→ **Work item**: Each entry that follows must be output without any deviation.

→ **Exercise data**:
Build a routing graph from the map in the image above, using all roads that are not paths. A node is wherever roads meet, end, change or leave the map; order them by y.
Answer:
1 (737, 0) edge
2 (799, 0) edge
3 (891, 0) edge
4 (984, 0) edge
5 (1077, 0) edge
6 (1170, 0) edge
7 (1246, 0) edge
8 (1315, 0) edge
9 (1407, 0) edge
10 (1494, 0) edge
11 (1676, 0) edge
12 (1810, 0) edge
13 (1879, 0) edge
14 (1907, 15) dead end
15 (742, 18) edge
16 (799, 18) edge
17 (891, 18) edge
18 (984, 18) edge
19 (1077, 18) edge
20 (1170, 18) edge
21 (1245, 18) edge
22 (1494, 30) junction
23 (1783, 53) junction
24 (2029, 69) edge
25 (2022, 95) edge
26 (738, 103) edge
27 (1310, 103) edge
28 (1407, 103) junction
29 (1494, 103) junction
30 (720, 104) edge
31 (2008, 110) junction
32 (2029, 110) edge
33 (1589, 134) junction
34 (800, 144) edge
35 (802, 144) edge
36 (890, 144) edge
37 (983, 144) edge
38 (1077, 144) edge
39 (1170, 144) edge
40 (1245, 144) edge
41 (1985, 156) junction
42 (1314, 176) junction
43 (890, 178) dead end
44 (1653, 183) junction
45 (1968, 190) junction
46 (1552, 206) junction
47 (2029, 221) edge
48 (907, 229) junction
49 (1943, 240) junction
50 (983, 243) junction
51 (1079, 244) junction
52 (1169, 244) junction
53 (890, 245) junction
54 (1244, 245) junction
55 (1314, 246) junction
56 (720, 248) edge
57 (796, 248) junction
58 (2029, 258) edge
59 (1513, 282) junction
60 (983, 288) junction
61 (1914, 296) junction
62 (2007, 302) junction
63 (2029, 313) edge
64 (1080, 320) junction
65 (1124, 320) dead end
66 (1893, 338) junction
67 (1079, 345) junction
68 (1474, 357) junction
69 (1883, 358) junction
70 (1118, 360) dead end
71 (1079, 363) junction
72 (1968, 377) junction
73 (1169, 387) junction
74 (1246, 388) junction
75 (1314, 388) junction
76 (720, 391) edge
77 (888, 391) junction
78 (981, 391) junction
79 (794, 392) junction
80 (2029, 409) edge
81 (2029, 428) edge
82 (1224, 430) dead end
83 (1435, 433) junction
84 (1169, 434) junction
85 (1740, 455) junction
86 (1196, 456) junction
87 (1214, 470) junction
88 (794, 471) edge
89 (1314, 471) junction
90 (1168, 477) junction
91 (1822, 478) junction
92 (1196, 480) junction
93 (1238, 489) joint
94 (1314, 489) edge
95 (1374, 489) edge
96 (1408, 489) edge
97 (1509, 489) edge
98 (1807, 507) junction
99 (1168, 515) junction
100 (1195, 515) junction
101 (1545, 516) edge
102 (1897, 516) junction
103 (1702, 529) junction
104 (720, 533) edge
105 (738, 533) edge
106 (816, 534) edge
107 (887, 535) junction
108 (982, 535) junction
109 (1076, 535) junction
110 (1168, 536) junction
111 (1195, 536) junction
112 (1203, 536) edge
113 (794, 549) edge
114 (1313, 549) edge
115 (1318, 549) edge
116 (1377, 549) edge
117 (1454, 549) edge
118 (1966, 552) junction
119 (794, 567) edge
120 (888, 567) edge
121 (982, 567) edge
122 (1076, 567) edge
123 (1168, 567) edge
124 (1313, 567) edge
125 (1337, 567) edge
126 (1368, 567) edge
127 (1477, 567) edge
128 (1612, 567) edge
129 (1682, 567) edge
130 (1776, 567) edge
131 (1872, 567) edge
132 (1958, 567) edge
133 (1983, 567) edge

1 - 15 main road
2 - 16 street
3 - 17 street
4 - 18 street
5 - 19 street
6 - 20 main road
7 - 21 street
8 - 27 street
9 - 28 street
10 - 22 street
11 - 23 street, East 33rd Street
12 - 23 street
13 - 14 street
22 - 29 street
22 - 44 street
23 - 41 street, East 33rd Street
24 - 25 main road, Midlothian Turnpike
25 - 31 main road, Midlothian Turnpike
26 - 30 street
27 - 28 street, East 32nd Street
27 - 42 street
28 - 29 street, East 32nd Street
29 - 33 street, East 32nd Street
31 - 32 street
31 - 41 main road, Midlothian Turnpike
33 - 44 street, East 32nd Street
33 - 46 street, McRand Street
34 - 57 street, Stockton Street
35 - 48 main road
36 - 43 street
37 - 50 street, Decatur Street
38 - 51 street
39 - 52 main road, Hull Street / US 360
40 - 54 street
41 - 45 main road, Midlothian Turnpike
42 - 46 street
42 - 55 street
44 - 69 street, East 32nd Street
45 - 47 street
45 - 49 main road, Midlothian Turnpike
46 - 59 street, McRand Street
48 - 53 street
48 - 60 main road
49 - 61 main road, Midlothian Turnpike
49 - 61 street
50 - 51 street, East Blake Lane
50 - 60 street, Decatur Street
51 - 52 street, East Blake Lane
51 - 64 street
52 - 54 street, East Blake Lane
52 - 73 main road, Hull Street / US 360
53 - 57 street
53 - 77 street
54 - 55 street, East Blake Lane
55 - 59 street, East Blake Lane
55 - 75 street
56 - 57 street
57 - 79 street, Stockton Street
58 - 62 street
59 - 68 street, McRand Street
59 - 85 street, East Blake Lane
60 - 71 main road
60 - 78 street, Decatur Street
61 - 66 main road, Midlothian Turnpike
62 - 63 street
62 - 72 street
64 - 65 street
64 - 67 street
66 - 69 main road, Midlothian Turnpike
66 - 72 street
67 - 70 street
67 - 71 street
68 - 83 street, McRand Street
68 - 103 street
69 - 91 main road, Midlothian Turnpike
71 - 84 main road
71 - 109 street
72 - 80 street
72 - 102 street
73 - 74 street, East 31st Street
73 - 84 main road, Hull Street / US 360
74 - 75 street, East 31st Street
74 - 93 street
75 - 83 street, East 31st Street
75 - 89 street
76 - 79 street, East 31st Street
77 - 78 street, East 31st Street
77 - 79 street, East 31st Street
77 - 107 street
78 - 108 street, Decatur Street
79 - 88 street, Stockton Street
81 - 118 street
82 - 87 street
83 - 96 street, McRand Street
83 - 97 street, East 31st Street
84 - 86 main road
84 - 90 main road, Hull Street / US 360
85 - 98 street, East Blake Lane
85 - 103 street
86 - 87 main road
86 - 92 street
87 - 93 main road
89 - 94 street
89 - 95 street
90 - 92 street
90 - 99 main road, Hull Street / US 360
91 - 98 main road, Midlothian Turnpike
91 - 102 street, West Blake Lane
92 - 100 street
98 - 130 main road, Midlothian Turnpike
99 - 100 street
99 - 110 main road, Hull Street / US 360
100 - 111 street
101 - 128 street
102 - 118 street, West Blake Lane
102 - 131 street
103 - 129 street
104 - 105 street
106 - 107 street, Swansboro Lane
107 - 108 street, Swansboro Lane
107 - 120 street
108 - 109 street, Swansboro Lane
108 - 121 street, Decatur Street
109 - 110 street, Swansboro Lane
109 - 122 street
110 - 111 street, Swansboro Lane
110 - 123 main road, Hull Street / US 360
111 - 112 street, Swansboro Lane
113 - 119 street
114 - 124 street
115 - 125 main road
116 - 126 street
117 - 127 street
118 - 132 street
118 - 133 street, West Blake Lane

→ **Exercise result**:
Build a routing graph from the map in the image above, using all roads that are not paths. A node is wherever roads meet, end, change or leave the map; order them by y.
Answer:
1 (737, 0) edge
2 (799, 0) edge
3 (891, 0) edge
4 (984, 0) edge
5 (1077, 0) edge
6 (1170, 0) edge
7 (1246, 0) edge
8 (1315, 0) edge
9 (1407, 0) edge
10 (1494, 0) edge
11 (1676, 0) edge
12 (1810, 0) edge
13 (1879, 0) edge
14 (1907, 15) dead end
15 (742, 18) edge
16 (799, 18) edge
17 (891, 18) edge
18 (984, 18) edge
19 (1077, 18) edge
20 (1170, 18) edge
21 (1245, 18) edge
22 (1494, 30) junction
23 (1783, 53) junction
24 (2029, 69) edge
25 (2022, 95) edge
26 (738, 103) edge
27 (1310, 103) edge
28 (1407, 103) junction
29 (1494, 103) junction
30 (720, 104) edge
31 (2008, 110) junction
32 (2029, 110) edge
33 (1589, 134) junction
34 (800, 144) edge
35 (802, 144) edge
36 (890, 144) edge
37 (983, 144) edge
38 (1077, 144) edge
39 (1170, 144) edge
40 (1245, 144) edge
41 (1985, 156) junction
42 (1314, 176) junction
43 (890, 178) dead end
44 (1653, 183) junction
45 (1968, 190) junction
46 (1552, 206) junction
47 (2029, 221) edge
48 (907, 229) junction
49 (1943, 240) junction
50 (983, 243) junction
51 (1079, 244) junction
52 (1169, 244) junction
53 (890, 245) junction
54 (1244, 245) junction
55 (1314, 246) junction
56 (720, 248) edge
57 (796, 248) junction
58 (2029, 258) edge
59 (1513, 282) junction
60 (983, 288) junction
61 (1914, 296) junction
62 (2007, 302) junction
63 (2029, 313) edge
64 (1080, 320) junction
65 (1124, 320) dead end
66 (1893, 338) junction
67 (1079, 345) junction
68 (1474, 357) junction
69 (1883, 358) junction
70 (1118, 360) dead end
71 (1079, 363) junction
72 (1968, 377) junction
73 (1169, 387) junction
74 (1246, 388) junction
75 (1314, 388) junction
76 (720, 391) edge
77 (888, 391) junction
78 (981, 391) junction
79 (794, 392) junction
80 (2029, 409) edge
81 (2029, 428) edge
82 (1224, 430) dead end
83 (1435, 433) junction
84 (1169, 434) junction
85 (1740, 455) junction
86 (1196, 456) junction
87 (1214, 470) junction
88 (794, 471) edge
89 (1314, 471) junction
90 (1168, 477) junction
91 (1822, 478) junction
92 (1196, 480) junction
93 (1238, 489) joint
94 (1314, 489) edge
95 (1374, 489) edge
96 (1408, 489) edge
97 (1509, 489) edge
98 (1807, 507) junction
99 (1168, 515) junction
100 (1195, 515) junction
101 (1545, 516) edge
102 (1897, 516) junction
103 (1702, 529) junction
104 (720, 533) edge
105 (738, 533) edge
106 (816, 534) edge
107 (887, 535) junction
108 (982, 535) junction
109 (1076, 535) junction
110 (1168, 536) junction
111 (1195, 536) junction
112 (1203, 536) edge
113 (794, 549) edge
114 (1313, 549) edge
115 (1318, 549) edge
116 (1377, 549) edge
117 (1454, 549) edge
118 (1966, 552) junction
119 (794, 567) edge
120 (888, 567) edge
121 (982, 567) edge
122 (1076, 567) edge
123 (1168, 567) edge
124 (1313, 567) edge
125 (1337, 567) edge
126 (1368, 567) edge
127 (1477, 567) edge
128 (1612, 567) edge
129 (1682, 567) edge
130 (1776, 567) edge
131 (1872, 567) edge
132 (1958, 567) edge
133 (1983, 567) edge

1 - 15 main road
2 - 16 street
3 - 17 street
4 - 18 street
5 - 19 street
6 - 20 main road
7 - 21 street
8 - 27 street
9 - 28 street
10 - 22 street
11 - 23 street, East 33rd Street
12 - 23 street
13 - 14 street
22 - 29 street
22 - 44 street
23 - 41 street, East 33rd Street
24 - 25 main road, Midlothian Turnpike
25 - 31 main road, Midlothian Turnpike
26 - 30 street
27 - 28 street, East 32nd Street
27 - 42 street
28 - 29 street, East 32nd Street
29 - 33 street, East 32nd Street
31 - 32 street
31 - 41 main road, Midlothian Turnpike
33 - 44 street, East 32nd Street
33 - 46 street, McRand Street
34 - 57 street, Stockton Street
35 - 48 main road
36 - 43 street
37 - 50 street, Decatur Street
38 - 51 street
39 - 52 main road, Hull Street / US 360
40 - 54 street
41 - 45 main road, Midlothian Turnpike
42 - 46 street
42 - 55 street
44 - 69 street, East 32nd Street
45 - 47 street
45 - 49 main road, Midlothian Turnpike
46 - 59 street, McRand Street
48 - 53 street
48 - 60 main road
49 - 61 main road, Midlothian Turnpike
49 - 61 street
50 - 51 street, East Blake Lane
50 - 60 street, Decatur Street
51 - 52 street, East Blake Lane
51 - 64 street
52 - 54 street, East Blake Lane
52 - 73 main road, Hull Street / US 360
53 - 57 street
53 - 77 street
54 - 55 street, East Blake Lane
55 - 59 street, East Blake Lane
55 - 75 street
56 - 57 street
57 - 79 street, Stockton Street
58 - 62 street
59 - 68 street, McRand Street
59 - 85 street, East Blake Lane
60 - 71 main road
60 - 78 street, Decatur Street
61 - 66 main road, Midlothian Turnpike
62 - 63 street
62 - 72 street
64 - 65 street
64 - 67 street
66 - 69 main road, Midlothian Turnpike
66 - 72 street
67 - 70 street
67 - 71 street
68 - 83 street, McRand Street
68 - 103 street
69 - 91 main road, Midlothian Turnpike
71 - 84 main road
71 - 109 street
72 - 80 street
72 - 102 street
73 - 74 street, East 31st Street
73 - 84 main road, Hull Street / US 360
74 - 75 street, East 31st Street
74 - 93 street
75 - 83 street, East 31st Street
75 - 89 street
76 - 79 street, East 31st Street
77 - 78 street, East 31st Street
77 - 79 street, East 31st Street
77 - 107 street
78 - 108 street, Decatur Street
79 - 88 street, Stockton Street
81 - 118 street
82 - 87 street
83 - 96 street, McRand Street
83 - 97 street, East 31st Street
84 - 86 main road
84 - 90 main road, Hull Street / US 360
85 - 98 street, East Blake Lane
85 - 103 street
86 - 87 main road
86 - 92 street
87 - 93 main road
89 - 94 street
89 - 95 street
90 - 92 street
90 - 99 main road, Hull Street / US 360
91 - 98 main road, Midlothian Turnpike
91 - 102 street, West Blake Lane
92 - 100 street
98 - 130 main road, Midlothian Turnpike
99 - 100 street
99 - 110 main road, Hull Street / US 360
100 - 111 street
101 - 128 street
102 - 118 street, West Blake Lane
102 - 131 street
103 - 129 street
104 - 105 street
106 - 107 street, Swansboro Lane
107 - 108 street, Swansboro Lane
107 - 120 street
108 - 109 street, Swansboro Lane
108 - 121 street, Decatur Street
109 - 110 street, Swansboro Lane
109 - 122 street
110 - 111 street, Swansboro Lane
110 - 123 main road, Hull Street / US 360
111 - 112 street, Swansboro Lane
113 - 119 street
114 - 124 street
115 - 125 main road
116 - 126 street
117 - 127 street
118 - 132 street
118 - 133 street, West Blake Lane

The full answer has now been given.